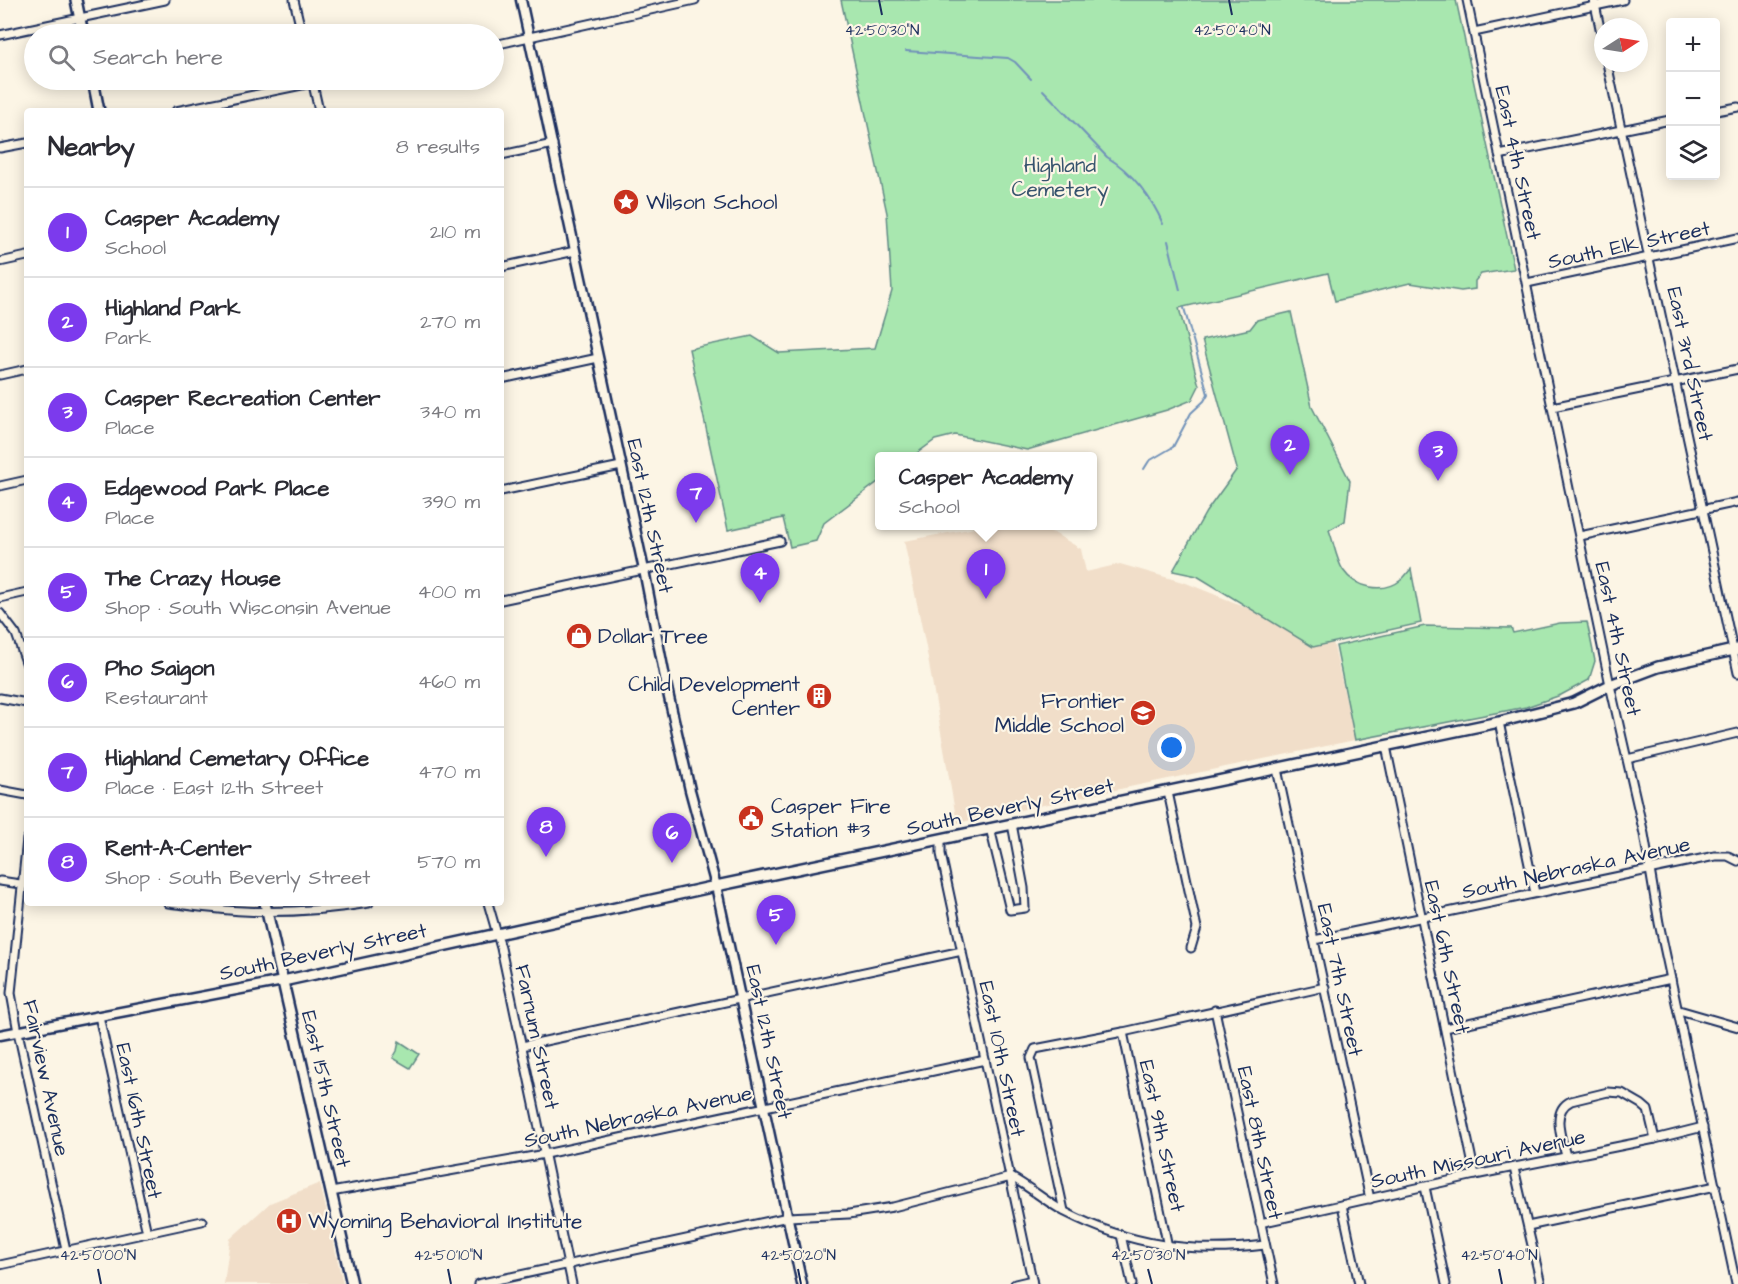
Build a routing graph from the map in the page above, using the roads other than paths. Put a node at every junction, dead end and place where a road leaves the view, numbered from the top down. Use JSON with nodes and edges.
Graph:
{"nodes":[{"id":1,"x":76,"y":0,"type":"edge"},
{"id":2,"x":165,"y":0,"type":"edge"},
{"id":3,"x":294,"y":0,"type":"edge"},
{"id":4,"x":521,"y":0,"type":"edge"},
{"id":5,"x":695,"y":0,"type":"edge"},
{"id":6,"x":1467,"y":0,"type":"edge"},
{"id":7,"x":1623,"y":0,"type":"edge"},
{"id":8,"x":1595,"y":3,"type":"edge"},
{"id":9,"x":1598,"y":18,"type":"edge"},
{"id":10,"x":80,"y":19,"type":"junction"},
{"id":11,"x":55,"y":24,"type":"edge"},
{"id":12,"x":81,"y":24,"type":"edge"},
{"id":13,"x":300,"y":24,"type":"edge"},
{"id":14,"x":24,"y":30,"type":"edge"},
{"id":15,"x":1474,"y":32,"type":"junction"},
{"id":16,"x":0,"y":35,"type":"edge"},
{"id":17,"x":530,"y":37,"type":"junction"},
{"id":18,"x":504,"y":43,"type":"edge"},
{"id":19,"x":1609,"y":72,"type":"edge"},
{"id":20,"x":95,"y":90,"type":"edge"},
{"id":21,"x":271,"y":90,"type":"edge"},
{"id":22,"x":314,"y":90,"type":"edge"},
{"id":23,"x":1738,"y":107,"type":"edge"},
{"id":24,"x":98,"y":108,"type":"edge"},
{"id":25,"x":190,"y":108,"type":"edge"},
{"id":26,"x":318,"y":108,"type":"edge"},
{"id":27,"x":1720,"y":110,"type":"edge"},
{"id":28,"x":1666,"y":121,"type":"edge"},
{"id":29,"x":1623,"y":130,"type":"junction"},
{"id":30,"x":24,"y":144,"type":"edge"},
{"id":31,"x":553,"y":144,"type":"junction"},
{"id":32,"x":0,"y":148,"type":"edge"},
{"id":33,"x":504,"y":154,"type":"edge"},
{"id":34,"x":1499,"y":155,"type":"junction"},
{"id":35,"x":1738,"y":238,"type":"edge"},
{"id":36,"x":575,"y":251,"type":"junction"},
{"id":37,"x":24,"y":257,"type":"edge"},
{"id":38,"x":1650,"y":257,"type":"junction"},
{"id":39,"x":0,"y":262,"type":"edge"},
{"id":40,"x":504,"y":266,"type":"edge"},
{"id":41,"x":1527,"y":283,"type":"junction"},
{"id":42,"x":598,"y":358,"type":"junction"},
{"id":43,"x":1738,"y":369,"type":"edge"},
{"id":44,"x":24,"y":370,"type":"edge"},
{"id":45,"x":0,"y":375,"type":"edge"},
{"id":46,"x":504,"y":378,"type":"edge"},
{"id":47,"x":1676,"y":382,"type":"junction"},
{"id":48,"x":1552,"y":407,"type":"junction"},
{"id":49,"x":621,"y":466,"type":"junction"},
{"id":50,"x":24,"y":481,"type":"edge"},
{"id":51,"x":0,"y":486,"type":"edge"},
{"id":52,"x":504,"y":490,"type":"edge"},
{"id":53,"x":1738,"y":502,"type":"edge"},
{"id":54,"x":1703,"y":510,"type":"junction"},
{"id":55,"x":1580,"y":536,"type":"junction"},
{"id":56,"x":780,"y":541,"type":"dead end"},
{"id":57,"x":644,"y":570,"type":"junction"},
{"id":58,"x":24,"y":593,"type":"edge"},
{"id":59,"x":0,"y":598,"type":"edge"},
{"id":60,"x":504,"y":599,"type":"edge"},
{"id":61,"x":0,"y":613,"type":"edge"},
{"id":62,"x":1736,"y":649,"type":"edge"},
{"id":63,"x":24,"y":656,"type":"edge"},
{"id":64,"x":1738,"y":673,"type":"edge"},
{"id":65,"x":1610,"y":684,"type":"junction"},
{"id":66,"x":0,"y":698,"type":"edge"},
{"id":67,"x":24,"y":702,"type":"edge"},
{"id":68,"x":1499,"y":722,"type":"junction"},
{"id":69,"x":1738,"y":733,"type":"edge"},
{"id":70,"x":1386,"y":746,"type":"junction"},
{"id":71,"x":1627,"y":759,"type":"junction"},
{"id":72,"x":1277,"y":769,"type":"junction"},
{"id":73,"x":0,"y":790,"type":"edge"},
{"id":74,"x":1168,"y":792,"type":"junction"},
{"id":75,"x":24,"y":794,"type":"edge"},
{"id":76,"x":1012,"y":824,"type":"junction"},
{"id":77,"x":990,"y":828,"type":"junction"},
{"id":78,"x":941,"y":840,"type":"junction"},
{"id":79,"x":1738,"y":861,"type":"edge"},
{"id":80,"x":1650,"y":870,"type":"junction"},
{"id":81,"x":0,"y":881,"type":"edge"},
{"id":82,"x":24,"y":885,"type":"edge"},
{"id":83,"x":716,"y":886,"type":"junction"},
{"id":84,"x":1535,"y":893,"type":"junction"},
{"id":85,"x":242,"y":906,"type":"edge"},
{"id":86,"x":350,"y":906,"type":"edge"},
{"id":87,"x":489,"y":906,"type":"edge"},
{"id":88,"x":266,"y":907,"type":"edge"},
{"id":89,"x":1422,"y":918,"type":"junction"},
{"id":90,"x":496,"y":934,"type":"junction"},
{"id":91,"x":1314,"y":940,"type":"junction"},
{"id":92,"x":1191,"y":948,"type":"dead end"},
{"id":93,"x":962,"y":951,"type":"junction"},
{"id":94,"x":1671,"y":979,"type":"junction"},
{"id":95,"x":283,"y":981,"type":"junction"},
{"id":96,"x":1324,"y":987,"type":"junction"},
{"id":97,"x":741,"y":998,"type":"junction"},
{"id":98,"x":1215,"y":1010,"type":"junction"},
{"id":99,"x":1679,"y":1010,"type":"junction"},
{"id":100,"x":99,"y":1016,"type":"junction"},
{"id":101,"x":1738,"y":1027,"type":"edge"},
{"id":102,"x":1445,"y":1028,"type":"junction"},
{"id":103,"x":18,"y":1032,"type":"junction"},
{"id":104,"x":1123,"y":1032,"type":"junction"},
{"id":105,"x":0,"y":1035,"type":"edge"},
{"id":106,"x":522,"y":1046,"type":"junction"},
{"id":107,"x":985,"y":1060,"type":"junction"},
{"id":108,"x":765,"y":1108,"type":"junction"},
{"id":109,"x":1703,"y":1127,"type":"junction"},
{"id":110,"x":1655,"y":1139,"type":"junction"},
{"id":111,"x":545,"y":1154,"type":"junction"},
{"id":112,"x":1566,"y":1156,"type":"junction"},
{"id":113,"x":1514,"y":1168,"type":"junction"},
{"id":114,"x":1475,"y":1175,"type":"junction"},
{"id":115,"x":1011,"y":1178,"type":"junction"},
{"id":116,"x":1716,"y":1186,"type":"junction"},
{"id":117,"x":1425,"y":1187,"type":"junction"},
{"id":118,"x":332,"y":1192,"type":"junction"},
{"id":119,"x":1370,"y":1199,"type":"junction"},
{"id":120,"x":1342,"y":1205,"type":"junction"},
{"id":121,"x":1064,"y":1211,"type":"junction"},
{"id":122,"x":788,"y":1217,"type":"junction"},
{"id":123,"x":202,"y":1221,"type":"dead end"},
{"id":124,"x":1260,"y":1223,"type":"junction"},
{"id":125,"x":1528,"y":1226,"type":"junction"},
{"id":126,"x":147,"y":1233,"type":"junction"},
{"id":127,"x":1122,"y":1235,"type":"junction"},
{"id":128,"x":1265,"y":1245,"type":"junction"},
{"id":129,"x":1168,"y":1247,"type":"junction"},
{"id":130,"x":66,"y":1250,"type":"junction"},
{"id":131,"x":0,"y":1264,"type":"edge"},
{"id":132,"x":568,"y":1264,"type":"junction"},
{"id":133,"x":1032,"y":1282,"type":"edge"},
{"id":134,"x":352,"y":1284,"type":"edge"},
{"id":135,"x":477,"y":1284,"type":"edge"},
{"id":136,"x":572,"y":1284,"type":"edge"},
{"id":137,"x":802,"y":1284,"type":"edge"},
{"id":138,"x":1015,"y":1284,"type":"edge"},
{"id":139,"x":1132,"y":1284,"type":"edge"},
{"id":140,"x":1274,"y":1284,"type":"edge"},
{"id":141,"x":1359,"y":1284,"type":"edge"},
{"id":142,"x":1446,"y":1284,"type":"edge"},
{"id":143,"x":1540,"y":1284,"type":"edge"},
{"id":144,"x":1736,"y":1284,"type":"edge"}],
"edges":[{"from":1,"to":10,"type":"main road"},
{"from":2,"to":10,"type":"street"},
{"from":3,"to":13,"type":"street"},
{"from":4,"to":17,"type":"street","name":"East 12th Street"},
{"from":5,"to":17,"type":"street"},
{"from":6,"to":15,"type":"street","name":"East 4th Street"},
{"from":7,"to":8,"type":"street"},
{"from":8,"to":9,"type":"street"},
{"from":8,"to":15,"type":"street"},
{"from":10,"to":11,"type":"street"},
{"from":10,"to":12,"type":"main road"},
{"from":14,"to":16,"type":"street"},
{"from":15,"to":34,"type":"street","name":"East 4th Street"},
{"from":17,"to":18,"type":"street"},
{"from":17,"to":31,"type":"street","name":"East 12th Street"},
{"from":19,"to":29,"type":"street","name":"East 3rd Street"},
{"from":20,"to":24,"type":"main road"},
{"from":21,"to":25,"type":"street"},
{"from":22,"to":26,"type":"street"},
{"from":23,"to":27,"type":"street"},
{"from":28,"to":29,"type":"street"},
{"from":29,"to":34,"type":"street"},
{"from":29,"to":38,"type":"street","name":"East 3rd Street"},
{"from":30,"to":32,"type":"street"},
{"from":31,"to":33,"type":"street"},
{"from":31,"to":36,"type":"street","name":"East 12th Street"},
{"from":34,"to":41,"type":"street","name":"East 4th Street"},
{"from":35,"to":38,"type":"street","name":"South Elk Street"},
{"from":36,"to":40,"type":"street"},
{"from":36,"to":42,"type":"street","name":"East 12th Street"},
{"from":37,"to":39,"type":"street"},
{"from":38,"to":41,"type":"street","name":"South Elk Street"},
{"from":38,"to":47,"type":"street","name":"East 3rd Street"},
{"from":41,"to":48,"type":"street","name":"East 4th Street"},
{"from":42,"to":46,"type":"street"},
{"from":42,"to":49,"type":"street","name":"East 12th Street"},
{"from":43,"to":47,"type":"street"},
{"from":44,"to":45,"type":"street"},
{"from":47,"to":48,"type":"street"},
{"from":47,"to":54,"type":"street","name":"East 3rd Street"},
{"from":48,"to":55,"type":"street","name":"East 4th Street"},
{"from":49,"to":52,"type":"street"},
{"from":49,"to":57,"type":"street","name":"East 12th Street"},
{"from":50,"to":51,"type":"street"},
{"from":53,"to":54,"type":"street"},
{"from":54,"to":55,"type":"street"},
{"from":54,"to":62,"type":"street","name":"East 3rd Street"},
{"from":55,"to":65,"type":"street","name":"East 4th Street"},
{"from":56,"to":57,"type":"street"},
{"from":57,"to":60,"type":"street"},
{"from":57,"to":83,"type":"street","name":"East 12th Street"},
{"from":58,"to":59,"type":"street"},
{"from":61,"to":63,"type":"street"},
{"from":62,"to":64,"type":"street","name":"East 3rd Street"},
{"from":62,"to":65,"type":"main road","name":"South Beverly Street"},
{"from":65,"to":68,"type":"main road","name":"South Beverly Street"},
{"from":65,"to":71,"type":"street","name":"East 4th Street"},
{"from":66,"to":67,"type":"street"},
{"from":68,"to":70,"type":"main road","name":"South Beverly Street"},
{"from":68,"to":84,"type":"street"},
{"from":69,"to":71,"type":"street"},
{"from":70,"to":72,"type":"main road","name":"South Beverly Street"},
{"from":70,"to":89,"type":"street","name":"East 6th Street"},
{"from":71,"to":80,"type":"street","name":"East 4th Street"},
{"from":72,"to":74,"type":"main road","name":"South Beverly Street"},
{"from":72,"to":91,"type":"street","name":"East 7th Street"},
{"from":73,"to":75,"type":"street"},
{"from":74,"to":76,"type":"main road","name":"South Beverly Street"},
{"from":74,"to":92,"type":"street"},
{"from":76,"to":77,"type":"main road","name":"South Beverly Street"},
{"from":76,"to":77,"type":"street"},
{"from":77,"to":78,"type":"main road","name":"South Beverly Street"},
{"from":78,"to":83,"type":"main road","name":"South Beverly Street"},
{"from":78,"to":93,"type":"street","name":"East 10th Street"},
{"from":79,"to":80,"type":"street","name":"South Nebraska Avenue"},
{"from":80,"to":84,"type":"street","name":"South Nebraska Avenue"},
{"from":80,"to":94,"type":"street","name":"East 4th Street"},
{"from":81,"to":82,"type":"street"},
{"from":82,"to":103,"type":"street","name":"Fairview Avenue"},
{"from":83,"to":90,"type":"main road","name":"South Beverly Street"},
{"from":83,"to":97,"type":"street","name":"East 12th Street"},
{"from":84,"to":89,"type":"street","name":"South Nebraska Avenue"},
{"from":85,"to":88,"type":"street"},
{"from":86,"to":88,"type":"street"},
{"from":87,"to":90,"type":"street","name":"Farnum Street"},
{"from":88,"to":95,"type":"main road","name":"East 15th Street"},
{"from":89,"to":91,"type":"street","name":"South Nebraska Avenue"},
{"from":89,"to":102,"type":"street","name":"East 6th Street"},
{"from":90,"to":95,"type":"main road","name":"South Beverly Street"},
{"from":90,"to":106,"type":"street","name":"Farnum Street"},
{"from":91,"to":96,"type":"street","name":"East 7th Street"},
{"from":93,"to":97,"type":"street"},
{"from":93,"to":107,"type":"street","name":"East 10th Street"},
{"from":94,"to":99,"type":"street","name":"East 4th Street"},
{"from":94,"to":102,"type":"street"},
{"from":95,"to":100,"type":"street","name":"South Beverly Street"},
{"from":95,"to":118,"type":"main road","name":"East 15th Street"},
{"from":96,"to":98,"type":"street"},
{"from":96,"to":119,"type":"street","name":"East 7th Street"},
{"from":97,"to":106,"type":"street"},
{"from":97,"to":108,"type":"street","name":"East 12th Street"},
{"from":98,"to":104,"type":"street"},
{"from":98,"to":124,"type":"street","name":"East 8th Street"},
{"from":99,"to":101,"type":"street"},
{"from":99,"to":109,"type":"street","name":"East 4th Street"},
{"from":100,"to":103,"type":"street","name":"South Beverly Street"},
{"from":100,"to":126,"type":"street","name":"East 16th Street"},
{"from":102,"to":114,"type":"street","name":"East 6th Street"},
{"from":103,"to":105,"type":"street","name":"South Beverly Street"},
{"from":103,"to":130,"type":"street","name":"Fairview Avenue"},
{"from":104,"to":121,"type":"street"},
{"from":104,"to":129,"type":"street","name":"East 9th Street"},
{"from":106,"to":111,"type":"street","name":"Farnum Street"},
{"from":107,"to":108,"type":"street","name":"South Nebraska Avenue"},
{"from":107,"to":115,"type":"street","name":"East 10th Street"},
{"from":108,"to":111,"type":"street","name":"South Nebraska Avenue"},
{"from":108,"to":122,"type":"street","name":"East 12th Street"},
{"from":109,"to":110,"type":"street","name":"South Missouri Avenue"},
{"from":109,"to":116,"type":"street","name":"East 4th Street"},
{"from":110,"to":112,"type":"street","name":"South Missouri Avenue"},
{"from":110,"to":112,"type":"street"},
{"from":111,"to":118,"type":"street","name":"South Nebraska Avenue"},
{"from":111,"to":132,"type":"street","name":"Farnum Street"},
{"from":112,"to":113,"type":"street","name":"South Missouri Avenue"},
{"from":113,"to":114,"type":"street","name":"South Missouri Avenue"},
{"from":113,"to":125,"type":"street"},
{"from":114,"to":117,"type":"street","name":"South Missouri Avenue"},
{"from":115,"to":121,"type":"street"},
{"from":115,"to":122,"type":"street"},
{"from":115,"to":133,"type":"street","name":"East 10th Street"},
{"from":116,"to":125,"type":"street"},
{"from":116,"to":144,"type":"street","name":"East 4th Street"},
{"from":117,"to":119,"type":"street","name":"South Missouri Avenue"},
{"from":117,"to":142,"type":"street"},
{"from":118,"to":134,"type":"main road","name":"East 15th Street"},
{"from":119,"to":120,"type":"street","name":"South Missouri Avenue"},
{"from":120,"to":124,"type":"street","name":"South Missouri Avenue"},
{"from":120,"to":141,"type":"street"},
{"from":121,"to":127,"type":"street"},
{"from":122,"to":132,"type":"street"},
{"from":122,"to":137,"type":"street","name":"East 12th Street"},
{"from":123,"to":126,"type":"street"},
{"from":124,"to":128,"type":"street","name":"East 8th Street"},
{"from":125,"to":143,"type":"street"},
{"from":126,"to":130,"type":"street"},
{"from":127,"to":129,"type":"street"},
{"from":127,"to":139,"type":"street"},
{"from":128,"to":129,"type":"street"},
{"from":128,"to":140,"type":"street","name":"East 8th Street"},
{"from":130,"to":131,"type":"street"},
{"from":132,"to":135,"type":"street"},
{"from":132,"to":136,"type":"street","name":"Farnum Street"},
{"from":133,"to":138,"type":"street"}]}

REQUIRED WORK. Each line that mentions the string "nodes" must be copied from the listing.

OUTPUT BELOW.
Build a routing graph from the map in the page above, using the roads other than paths. Put a node at every junction, dead end and place where a road leaves the view, numbered from the top down. Use JSON with nodes and edges.
{"nodes":[{"id":1,"x":76,"y":0,"type":"edge"},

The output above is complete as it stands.